Yesterday, TSTC board member Charles Komanoff presented the newest version of his masterpiece Balanced Transportation Analyzer (BTA) to a packed room at the Manhattan headquarters of Sam Schwartz Engineering. The Analyzer estimates how different tolls and transit fare incentives would influence commuter behavior in NYC, and calculates the resulting travel speeds, revenues, and other benefits. Charlie and his team spent much of the last year perfecting the massive spreadsheet, which includes 40 or so individual tables, and hundreds of inputs.
Charlie and his collaborator, longtime labor mediator and transit advocate Ted Kheel, have applied the BTA to what’s been dubbed the Kheel-Komanoff Plan. Under that plan, variable tolls would be applied on the East River bridges and the northern boundary of the Manhattan central business district, a taxi surcharge would be implemented, and, critically, subway fares would be halved (and made time variable) with bus fares eliminated outright.

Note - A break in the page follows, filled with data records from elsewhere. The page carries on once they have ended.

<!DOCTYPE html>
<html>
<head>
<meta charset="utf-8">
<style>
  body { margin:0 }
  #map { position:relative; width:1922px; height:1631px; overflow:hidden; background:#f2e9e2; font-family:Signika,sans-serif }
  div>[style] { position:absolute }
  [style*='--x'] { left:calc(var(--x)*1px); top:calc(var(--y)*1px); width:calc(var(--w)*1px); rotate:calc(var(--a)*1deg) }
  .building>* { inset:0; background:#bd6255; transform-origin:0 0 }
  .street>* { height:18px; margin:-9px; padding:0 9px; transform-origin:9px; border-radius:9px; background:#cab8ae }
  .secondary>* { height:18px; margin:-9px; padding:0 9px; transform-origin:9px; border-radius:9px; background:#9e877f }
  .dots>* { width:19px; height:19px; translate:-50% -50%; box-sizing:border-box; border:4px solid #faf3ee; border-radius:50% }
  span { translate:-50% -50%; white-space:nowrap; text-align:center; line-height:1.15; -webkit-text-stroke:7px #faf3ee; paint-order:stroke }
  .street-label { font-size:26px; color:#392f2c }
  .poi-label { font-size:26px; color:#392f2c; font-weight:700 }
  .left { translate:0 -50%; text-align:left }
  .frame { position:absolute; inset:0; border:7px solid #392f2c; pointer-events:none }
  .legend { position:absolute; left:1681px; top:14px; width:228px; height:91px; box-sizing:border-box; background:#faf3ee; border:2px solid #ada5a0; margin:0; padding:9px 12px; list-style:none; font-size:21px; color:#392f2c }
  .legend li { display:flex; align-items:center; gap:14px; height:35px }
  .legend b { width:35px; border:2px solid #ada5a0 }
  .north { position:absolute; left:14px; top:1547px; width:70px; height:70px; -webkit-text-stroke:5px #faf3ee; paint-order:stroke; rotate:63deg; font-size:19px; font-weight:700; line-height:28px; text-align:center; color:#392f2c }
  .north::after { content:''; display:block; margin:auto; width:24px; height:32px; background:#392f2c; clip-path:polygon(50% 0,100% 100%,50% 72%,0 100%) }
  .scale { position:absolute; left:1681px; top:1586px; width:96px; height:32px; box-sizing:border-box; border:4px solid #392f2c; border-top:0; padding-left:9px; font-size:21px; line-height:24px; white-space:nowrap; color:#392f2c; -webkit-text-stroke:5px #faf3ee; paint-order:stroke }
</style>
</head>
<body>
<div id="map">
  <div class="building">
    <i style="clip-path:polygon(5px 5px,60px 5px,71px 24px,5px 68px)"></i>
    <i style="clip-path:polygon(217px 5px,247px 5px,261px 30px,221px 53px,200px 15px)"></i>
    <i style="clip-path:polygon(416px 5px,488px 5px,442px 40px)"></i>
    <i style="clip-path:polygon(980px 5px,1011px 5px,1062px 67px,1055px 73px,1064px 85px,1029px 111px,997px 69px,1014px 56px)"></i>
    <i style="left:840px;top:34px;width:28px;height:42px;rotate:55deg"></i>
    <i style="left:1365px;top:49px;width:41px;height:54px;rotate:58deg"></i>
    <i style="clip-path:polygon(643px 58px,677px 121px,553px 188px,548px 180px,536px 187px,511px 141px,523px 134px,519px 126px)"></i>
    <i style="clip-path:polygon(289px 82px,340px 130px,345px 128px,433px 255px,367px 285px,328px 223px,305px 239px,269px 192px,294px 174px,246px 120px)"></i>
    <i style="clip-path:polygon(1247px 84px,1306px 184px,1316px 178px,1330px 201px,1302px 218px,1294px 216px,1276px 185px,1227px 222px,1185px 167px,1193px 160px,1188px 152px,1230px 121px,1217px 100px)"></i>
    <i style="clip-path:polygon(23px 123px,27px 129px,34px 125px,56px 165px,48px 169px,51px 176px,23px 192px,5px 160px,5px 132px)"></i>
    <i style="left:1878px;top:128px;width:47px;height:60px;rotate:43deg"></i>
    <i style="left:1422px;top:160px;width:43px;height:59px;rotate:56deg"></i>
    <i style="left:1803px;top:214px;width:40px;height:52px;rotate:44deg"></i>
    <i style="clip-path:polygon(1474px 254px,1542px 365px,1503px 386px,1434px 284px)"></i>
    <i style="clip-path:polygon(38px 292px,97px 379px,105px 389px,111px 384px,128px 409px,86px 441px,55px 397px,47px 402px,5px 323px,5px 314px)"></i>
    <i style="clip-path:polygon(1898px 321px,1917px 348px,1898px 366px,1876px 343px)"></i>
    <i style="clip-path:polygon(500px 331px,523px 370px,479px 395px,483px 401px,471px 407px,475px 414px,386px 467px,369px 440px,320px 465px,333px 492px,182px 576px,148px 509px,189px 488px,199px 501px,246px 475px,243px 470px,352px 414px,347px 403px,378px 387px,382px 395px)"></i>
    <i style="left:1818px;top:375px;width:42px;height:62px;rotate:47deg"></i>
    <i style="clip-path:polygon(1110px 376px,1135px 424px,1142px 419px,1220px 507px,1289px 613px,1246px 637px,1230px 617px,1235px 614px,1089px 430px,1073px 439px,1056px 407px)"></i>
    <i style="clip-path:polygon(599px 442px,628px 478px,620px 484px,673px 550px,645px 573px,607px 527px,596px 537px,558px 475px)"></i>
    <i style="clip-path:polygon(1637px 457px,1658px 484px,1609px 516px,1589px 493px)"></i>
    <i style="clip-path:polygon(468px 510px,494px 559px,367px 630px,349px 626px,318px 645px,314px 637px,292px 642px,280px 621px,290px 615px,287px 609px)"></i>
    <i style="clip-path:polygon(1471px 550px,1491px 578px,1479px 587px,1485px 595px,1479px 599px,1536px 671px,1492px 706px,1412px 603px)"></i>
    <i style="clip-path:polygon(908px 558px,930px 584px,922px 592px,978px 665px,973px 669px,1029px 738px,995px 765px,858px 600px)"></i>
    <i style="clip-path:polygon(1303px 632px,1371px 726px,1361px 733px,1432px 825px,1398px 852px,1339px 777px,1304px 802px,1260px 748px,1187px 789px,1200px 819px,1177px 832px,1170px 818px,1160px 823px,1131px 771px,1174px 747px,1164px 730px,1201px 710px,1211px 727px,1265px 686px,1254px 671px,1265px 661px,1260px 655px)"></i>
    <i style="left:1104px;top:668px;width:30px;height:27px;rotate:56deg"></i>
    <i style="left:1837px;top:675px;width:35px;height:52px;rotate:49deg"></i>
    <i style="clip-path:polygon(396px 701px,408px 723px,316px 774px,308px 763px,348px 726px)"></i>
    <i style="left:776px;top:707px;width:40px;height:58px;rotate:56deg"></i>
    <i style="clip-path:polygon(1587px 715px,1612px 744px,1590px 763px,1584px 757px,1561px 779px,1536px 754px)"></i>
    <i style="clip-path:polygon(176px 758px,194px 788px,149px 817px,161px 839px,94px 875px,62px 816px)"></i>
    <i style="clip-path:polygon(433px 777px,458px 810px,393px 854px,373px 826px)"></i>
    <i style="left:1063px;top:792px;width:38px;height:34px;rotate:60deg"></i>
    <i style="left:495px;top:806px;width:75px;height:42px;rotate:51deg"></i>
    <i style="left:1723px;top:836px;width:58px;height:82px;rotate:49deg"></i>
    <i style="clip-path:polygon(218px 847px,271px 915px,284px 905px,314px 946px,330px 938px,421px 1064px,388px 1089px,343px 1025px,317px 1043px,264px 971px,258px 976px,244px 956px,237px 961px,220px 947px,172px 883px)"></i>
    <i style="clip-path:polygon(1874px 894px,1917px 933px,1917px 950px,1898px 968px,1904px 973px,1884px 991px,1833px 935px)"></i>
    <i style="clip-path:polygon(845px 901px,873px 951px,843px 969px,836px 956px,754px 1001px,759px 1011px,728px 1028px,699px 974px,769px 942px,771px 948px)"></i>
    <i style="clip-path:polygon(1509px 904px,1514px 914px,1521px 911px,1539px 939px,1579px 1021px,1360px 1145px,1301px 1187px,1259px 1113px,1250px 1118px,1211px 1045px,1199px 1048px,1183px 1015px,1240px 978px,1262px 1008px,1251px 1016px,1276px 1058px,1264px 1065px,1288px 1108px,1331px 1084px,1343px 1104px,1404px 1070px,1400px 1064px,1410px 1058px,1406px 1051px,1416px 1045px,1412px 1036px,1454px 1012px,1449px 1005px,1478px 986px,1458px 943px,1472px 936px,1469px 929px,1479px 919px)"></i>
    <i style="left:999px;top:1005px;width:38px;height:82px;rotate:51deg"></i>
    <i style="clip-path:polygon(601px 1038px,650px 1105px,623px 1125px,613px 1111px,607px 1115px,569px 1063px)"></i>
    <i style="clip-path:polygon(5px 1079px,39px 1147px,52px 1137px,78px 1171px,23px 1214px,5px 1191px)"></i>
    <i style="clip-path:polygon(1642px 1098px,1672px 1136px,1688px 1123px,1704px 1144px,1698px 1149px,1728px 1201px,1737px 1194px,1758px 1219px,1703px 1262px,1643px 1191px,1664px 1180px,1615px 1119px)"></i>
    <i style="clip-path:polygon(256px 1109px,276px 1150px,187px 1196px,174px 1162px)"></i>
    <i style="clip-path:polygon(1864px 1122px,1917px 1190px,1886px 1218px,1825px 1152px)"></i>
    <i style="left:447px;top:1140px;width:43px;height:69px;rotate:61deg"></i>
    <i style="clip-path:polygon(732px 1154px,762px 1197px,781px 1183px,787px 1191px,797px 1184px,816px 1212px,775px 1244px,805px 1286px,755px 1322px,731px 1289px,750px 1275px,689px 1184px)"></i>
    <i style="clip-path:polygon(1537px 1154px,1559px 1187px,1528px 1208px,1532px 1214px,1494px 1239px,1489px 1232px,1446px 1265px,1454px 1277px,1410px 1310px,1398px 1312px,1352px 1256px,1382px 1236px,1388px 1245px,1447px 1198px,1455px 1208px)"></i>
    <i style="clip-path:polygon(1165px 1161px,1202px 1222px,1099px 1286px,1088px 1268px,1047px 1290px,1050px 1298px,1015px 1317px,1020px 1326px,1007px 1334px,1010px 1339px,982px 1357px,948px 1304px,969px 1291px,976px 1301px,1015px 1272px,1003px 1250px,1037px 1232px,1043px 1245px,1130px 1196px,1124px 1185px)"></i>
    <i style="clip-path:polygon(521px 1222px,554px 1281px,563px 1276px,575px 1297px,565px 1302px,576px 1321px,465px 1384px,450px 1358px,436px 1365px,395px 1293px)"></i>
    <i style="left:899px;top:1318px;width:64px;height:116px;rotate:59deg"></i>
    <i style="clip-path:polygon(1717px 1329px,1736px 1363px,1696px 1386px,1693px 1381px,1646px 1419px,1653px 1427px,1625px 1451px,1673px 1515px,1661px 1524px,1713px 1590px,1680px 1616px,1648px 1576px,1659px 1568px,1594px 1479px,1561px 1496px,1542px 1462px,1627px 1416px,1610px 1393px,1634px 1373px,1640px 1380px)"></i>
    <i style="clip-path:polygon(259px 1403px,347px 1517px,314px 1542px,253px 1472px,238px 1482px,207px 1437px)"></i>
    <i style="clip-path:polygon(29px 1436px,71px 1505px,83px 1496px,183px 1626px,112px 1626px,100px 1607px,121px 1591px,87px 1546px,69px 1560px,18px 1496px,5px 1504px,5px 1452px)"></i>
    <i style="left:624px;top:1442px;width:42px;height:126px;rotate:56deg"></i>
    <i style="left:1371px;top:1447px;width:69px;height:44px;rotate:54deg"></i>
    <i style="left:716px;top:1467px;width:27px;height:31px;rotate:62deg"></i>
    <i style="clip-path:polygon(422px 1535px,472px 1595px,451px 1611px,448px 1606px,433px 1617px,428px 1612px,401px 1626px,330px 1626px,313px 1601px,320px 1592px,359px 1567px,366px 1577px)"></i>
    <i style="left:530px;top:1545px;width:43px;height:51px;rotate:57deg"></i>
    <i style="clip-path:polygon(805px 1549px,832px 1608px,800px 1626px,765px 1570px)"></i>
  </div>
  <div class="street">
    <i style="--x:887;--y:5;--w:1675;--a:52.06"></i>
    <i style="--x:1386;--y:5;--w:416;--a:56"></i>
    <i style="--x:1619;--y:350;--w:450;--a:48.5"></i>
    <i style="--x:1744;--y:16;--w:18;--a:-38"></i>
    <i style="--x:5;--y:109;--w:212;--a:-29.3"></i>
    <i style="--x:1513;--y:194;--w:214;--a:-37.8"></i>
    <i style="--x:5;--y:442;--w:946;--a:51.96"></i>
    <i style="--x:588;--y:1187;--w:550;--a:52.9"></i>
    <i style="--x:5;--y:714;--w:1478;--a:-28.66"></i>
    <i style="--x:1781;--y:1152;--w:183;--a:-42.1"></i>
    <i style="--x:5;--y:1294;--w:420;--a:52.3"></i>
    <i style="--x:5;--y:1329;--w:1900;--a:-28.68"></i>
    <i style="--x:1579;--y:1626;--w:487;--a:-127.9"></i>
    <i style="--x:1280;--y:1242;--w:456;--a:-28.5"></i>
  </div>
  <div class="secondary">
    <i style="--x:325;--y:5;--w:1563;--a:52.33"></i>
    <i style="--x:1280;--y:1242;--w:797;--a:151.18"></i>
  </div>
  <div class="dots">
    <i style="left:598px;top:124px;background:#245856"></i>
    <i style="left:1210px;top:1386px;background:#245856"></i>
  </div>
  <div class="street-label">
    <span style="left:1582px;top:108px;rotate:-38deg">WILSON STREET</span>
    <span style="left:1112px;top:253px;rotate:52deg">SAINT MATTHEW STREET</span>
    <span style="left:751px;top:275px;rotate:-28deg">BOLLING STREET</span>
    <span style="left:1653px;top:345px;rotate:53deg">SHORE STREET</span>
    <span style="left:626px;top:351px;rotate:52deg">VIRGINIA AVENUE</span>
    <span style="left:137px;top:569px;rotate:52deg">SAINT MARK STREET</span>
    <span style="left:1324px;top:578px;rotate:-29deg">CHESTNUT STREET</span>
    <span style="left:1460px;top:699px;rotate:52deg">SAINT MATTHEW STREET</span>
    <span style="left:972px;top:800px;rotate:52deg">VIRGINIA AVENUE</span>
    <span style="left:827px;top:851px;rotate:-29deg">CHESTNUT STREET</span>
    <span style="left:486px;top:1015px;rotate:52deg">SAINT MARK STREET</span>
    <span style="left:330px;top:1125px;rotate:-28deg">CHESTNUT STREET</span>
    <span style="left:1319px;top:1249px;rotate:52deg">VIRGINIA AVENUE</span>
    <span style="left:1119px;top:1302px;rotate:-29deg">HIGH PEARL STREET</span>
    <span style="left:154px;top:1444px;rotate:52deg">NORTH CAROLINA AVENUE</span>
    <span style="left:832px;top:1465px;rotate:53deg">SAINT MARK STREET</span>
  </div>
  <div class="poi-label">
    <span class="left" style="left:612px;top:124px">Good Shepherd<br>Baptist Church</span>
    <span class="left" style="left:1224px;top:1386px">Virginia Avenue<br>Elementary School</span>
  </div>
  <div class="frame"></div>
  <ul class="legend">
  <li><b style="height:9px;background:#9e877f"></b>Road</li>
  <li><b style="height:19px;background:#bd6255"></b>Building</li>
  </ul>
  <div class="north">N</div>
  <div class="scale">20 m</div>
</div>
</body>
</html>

The Kheel-Komanoff Plan would also cut traffic in the Manhattan CBD dramatically and raise travel speeds significantly.
Several years ago, Tri-State staff visited NYMTC’s 55 Water Street offices and were shown the “nerve center” of a dozen or so computers running the agency’s much-criticized but widely-utilized Best Practice Model. That model is the typical “black box” planning model which only highly-trained agency staff can operate.
In contrast, the BTA allows anyone with a cursory understanding of spreadsheets to view and adjust assumptions and variables to test various policy alternatives. And it’s available online for all to use. Beyond its use in demonstrating the value of the Kheel-Komanoff Plan, the BTA should become a benchmark for transparency when it comes to future transportation planning models.